> What you need to do: All lines in the data bearing the string "name" should be identified and copied.
--- START ---
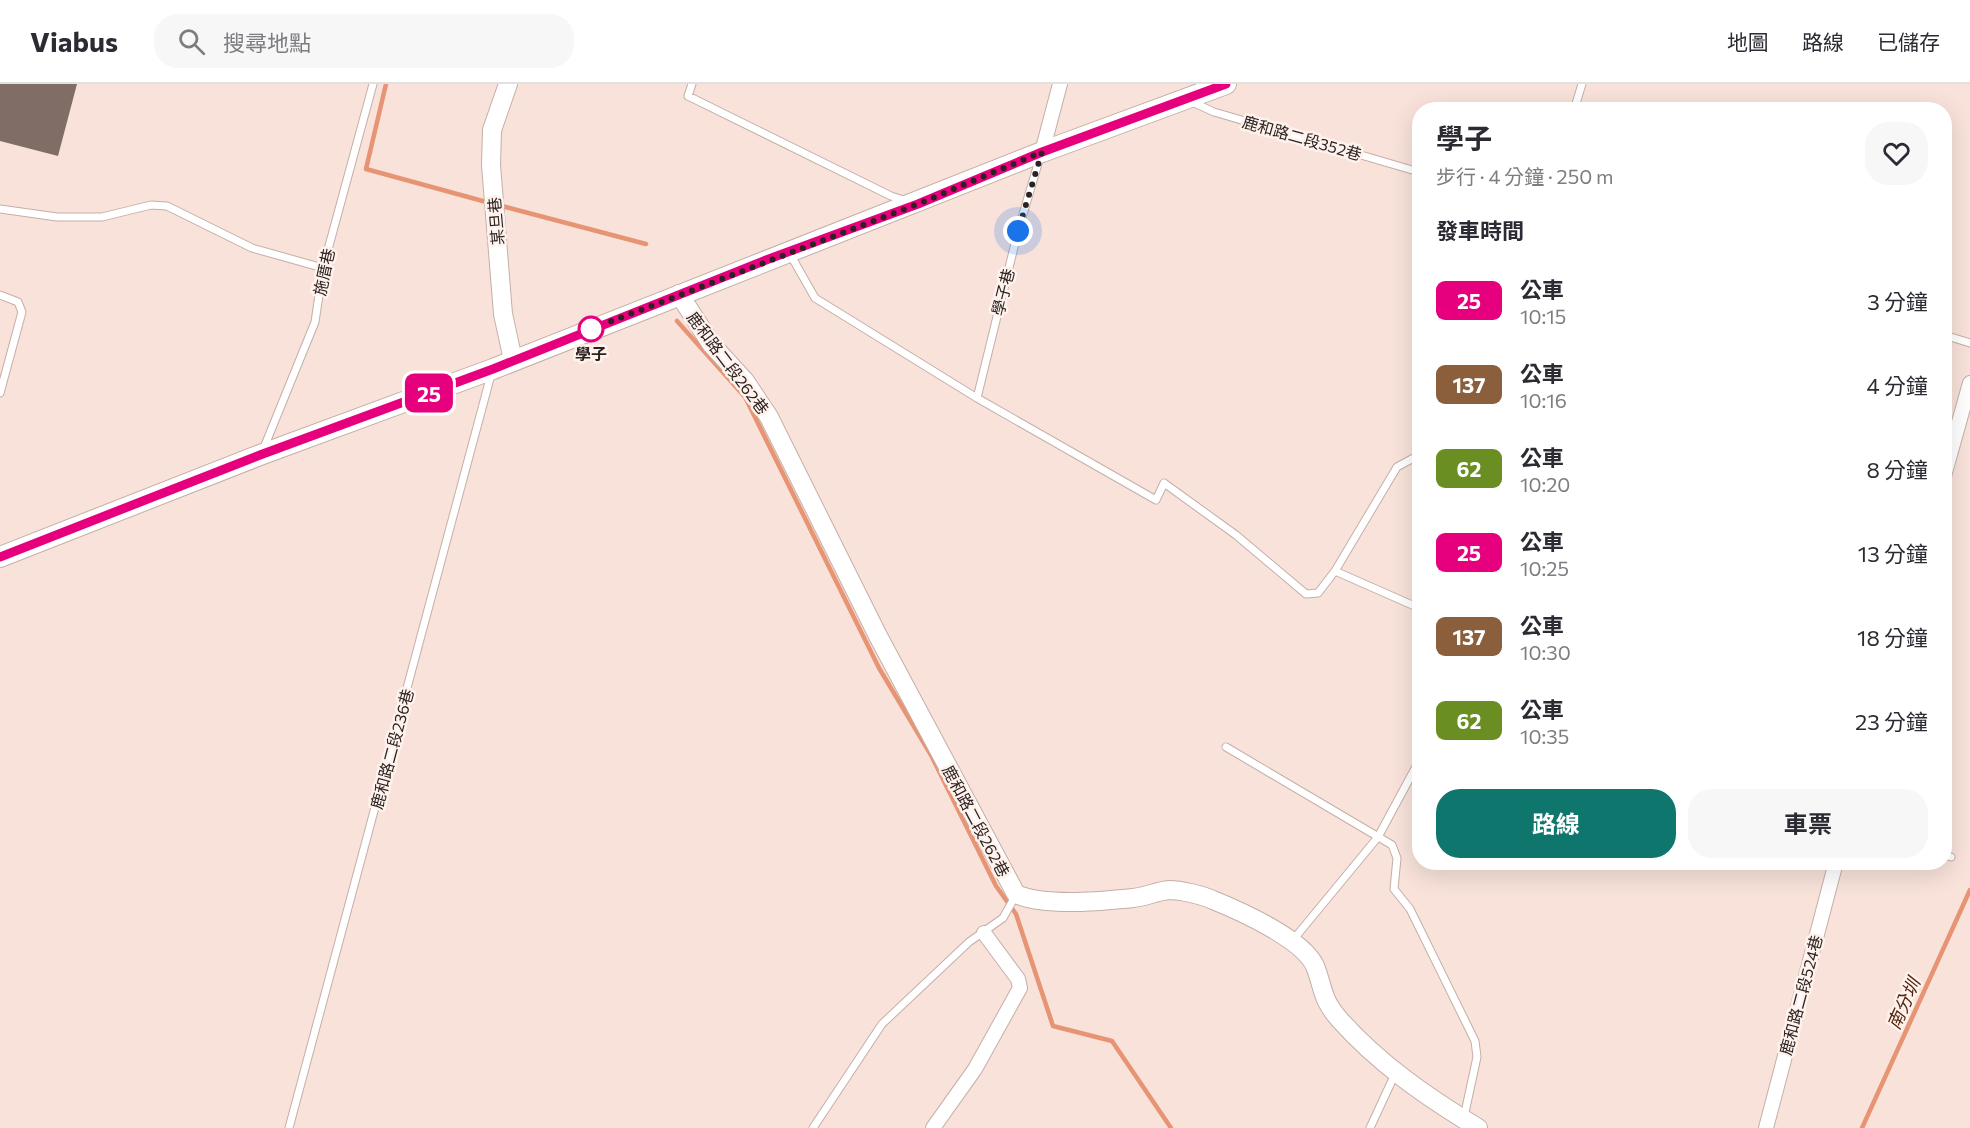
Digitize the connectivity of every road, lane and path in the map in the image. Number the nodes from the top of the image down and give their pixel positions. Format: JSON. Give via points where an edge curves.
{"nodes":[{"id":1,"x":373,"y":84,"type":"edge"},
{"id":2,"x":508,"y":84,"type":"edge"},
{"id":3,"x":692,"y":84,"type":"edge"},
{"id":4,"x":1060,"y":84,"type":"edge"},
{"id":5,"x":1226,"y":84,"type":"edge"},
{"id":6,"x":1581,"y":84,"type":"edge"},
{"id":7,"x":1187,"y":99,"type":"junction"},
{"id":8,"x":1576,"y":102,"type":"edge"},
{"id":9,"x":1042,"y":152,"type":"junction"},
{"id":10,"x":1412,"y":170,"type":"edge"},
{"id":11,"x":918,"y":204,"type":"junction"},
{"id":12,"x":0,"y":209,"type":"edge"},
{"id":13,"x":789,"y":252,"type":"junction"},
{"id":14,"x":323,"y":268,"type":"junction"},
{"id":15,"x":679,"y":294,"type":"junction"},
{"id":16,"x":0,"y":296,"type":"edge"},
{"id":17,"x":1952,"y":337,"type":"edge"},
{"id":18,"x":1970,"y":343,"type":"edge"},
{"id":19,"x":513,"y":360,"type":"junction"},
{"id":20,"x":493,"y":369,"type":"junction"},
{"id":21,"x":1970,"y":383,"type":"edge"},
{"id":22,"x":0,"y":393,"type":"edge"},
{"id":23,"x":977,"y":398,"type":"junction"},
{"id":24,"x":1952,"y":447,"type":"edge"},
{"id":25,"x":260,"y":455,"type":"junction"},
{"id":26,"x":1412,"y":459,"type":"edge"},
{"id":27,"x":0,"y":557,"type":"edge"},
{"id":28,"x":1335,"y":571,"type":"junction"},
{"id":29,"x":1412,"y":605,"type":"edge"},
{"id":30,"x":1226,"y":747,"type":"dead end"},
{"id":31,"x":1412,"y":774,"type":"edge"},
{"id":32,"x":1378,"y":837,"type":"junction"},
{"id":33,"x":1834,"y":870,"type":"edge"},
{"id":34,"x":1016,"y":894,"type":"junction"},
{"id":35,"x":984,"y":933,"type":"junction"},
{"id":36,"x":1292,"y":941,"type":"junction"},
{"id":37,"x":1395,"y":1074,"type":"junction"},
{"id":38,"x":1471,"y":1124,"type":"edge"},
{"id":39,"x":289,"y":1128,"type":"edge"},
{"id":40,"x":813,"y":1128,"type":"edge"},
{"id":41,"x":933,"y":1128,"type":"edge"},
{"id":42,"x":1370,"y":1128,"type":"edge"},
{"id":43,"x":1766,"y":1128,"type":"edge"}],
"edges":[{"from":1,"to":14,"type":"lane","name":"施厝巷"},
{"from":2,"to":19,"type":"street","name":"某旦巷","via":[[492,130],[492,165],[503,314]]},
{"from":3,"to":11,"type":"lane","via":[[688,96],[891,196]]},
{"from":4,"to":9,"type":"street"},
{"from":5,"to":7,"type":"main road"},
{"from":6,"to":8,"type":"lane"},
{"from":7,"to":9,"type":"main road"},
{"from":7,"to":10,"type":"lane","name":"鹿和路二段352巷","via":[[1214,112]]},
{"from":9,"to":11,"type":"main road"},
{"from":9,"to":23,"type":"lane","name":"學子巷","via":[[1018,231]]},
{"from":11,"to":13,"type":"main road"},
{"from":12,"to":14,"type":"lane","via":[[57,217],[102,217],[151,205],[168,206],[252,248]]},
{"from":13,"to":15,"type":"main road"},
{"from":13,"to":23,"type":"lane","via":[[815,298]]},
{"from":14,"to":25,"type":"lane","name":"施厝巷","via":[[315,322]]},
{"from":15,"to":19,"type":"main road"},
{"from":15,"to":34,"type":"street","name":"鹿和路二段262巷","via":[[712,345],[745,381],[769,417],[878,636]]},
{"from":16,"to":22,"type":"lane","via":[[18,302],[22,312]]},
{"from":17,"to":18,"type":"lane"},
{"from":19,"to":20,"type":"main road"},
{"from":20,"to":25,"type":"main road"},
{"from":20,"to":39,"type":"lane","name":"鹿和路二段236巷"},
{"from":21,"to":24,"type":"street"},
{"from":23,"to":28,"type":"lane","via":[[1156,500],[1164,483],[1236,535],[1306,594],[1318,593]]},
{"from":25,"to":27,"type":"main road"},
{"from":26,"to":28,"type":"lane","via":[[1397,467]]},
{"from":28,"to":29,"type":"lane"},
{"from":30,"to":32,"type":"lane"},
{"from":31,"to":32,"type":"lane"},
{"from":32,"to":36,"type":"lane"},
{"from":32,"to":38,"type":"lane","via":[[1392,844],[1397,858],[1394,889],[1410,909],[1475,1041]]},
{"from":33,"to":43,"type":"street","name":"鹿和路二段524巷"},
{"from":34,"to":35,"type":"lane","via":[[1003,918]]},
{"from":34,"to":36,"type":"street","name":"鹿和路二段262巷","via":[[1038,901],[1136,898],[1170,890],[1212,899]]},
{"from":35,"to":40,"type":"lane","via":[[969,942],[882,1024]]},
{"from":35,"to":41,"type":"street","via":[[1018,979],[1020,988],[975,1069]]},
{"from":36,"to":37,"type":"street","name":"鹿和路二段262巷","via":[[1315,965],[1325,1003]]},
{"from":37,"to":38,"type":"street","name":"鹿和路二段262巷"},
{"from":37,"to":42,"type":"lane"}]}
--- END ---
> Exercise solution:
"edges":[{"from":1,"to":14,"type":"lane","name":"施厝巷"},
{"from":2,"to":19,"type":"street","name":"某旦巷","via":[[492,130],[492,165],[503,314]]},
{"from":7,"to":10,"type":"lane","name":"鹿和路二段352巷","via":[[1214,112]]},
{"from":9,"to":23,"type":"lane","name":"學子巷","via":[[1018,231]]},
{"from":14,"to":25,"type":"lane","name":"施厝巷","via":[[315,322]]},
{"from":15,"to":34,"type":"street","name":"鹿和路二段262巷","via":[[712,345],[745,381],[769,417],[878,636]]},
{"from":20,"to":39,"type":"lane","name":"鹿和路二段236巷"},
{"from":33,"to":43,"type":"street","name":"鹿和路二段524巷"},
{"from":34,"to":36,"type":"street","name":"鹿和路二段262巷","via":[[1038,901],[1136,898],[1170,890],[1212,899]]},
{"from":36,"to":37,"type":"street","name":"鹿和路二段262巷","via":[[1315,965],[1325,1003]]},
{"from":37,"to":38,"type":"street","name":"鹿和路二段262巷"},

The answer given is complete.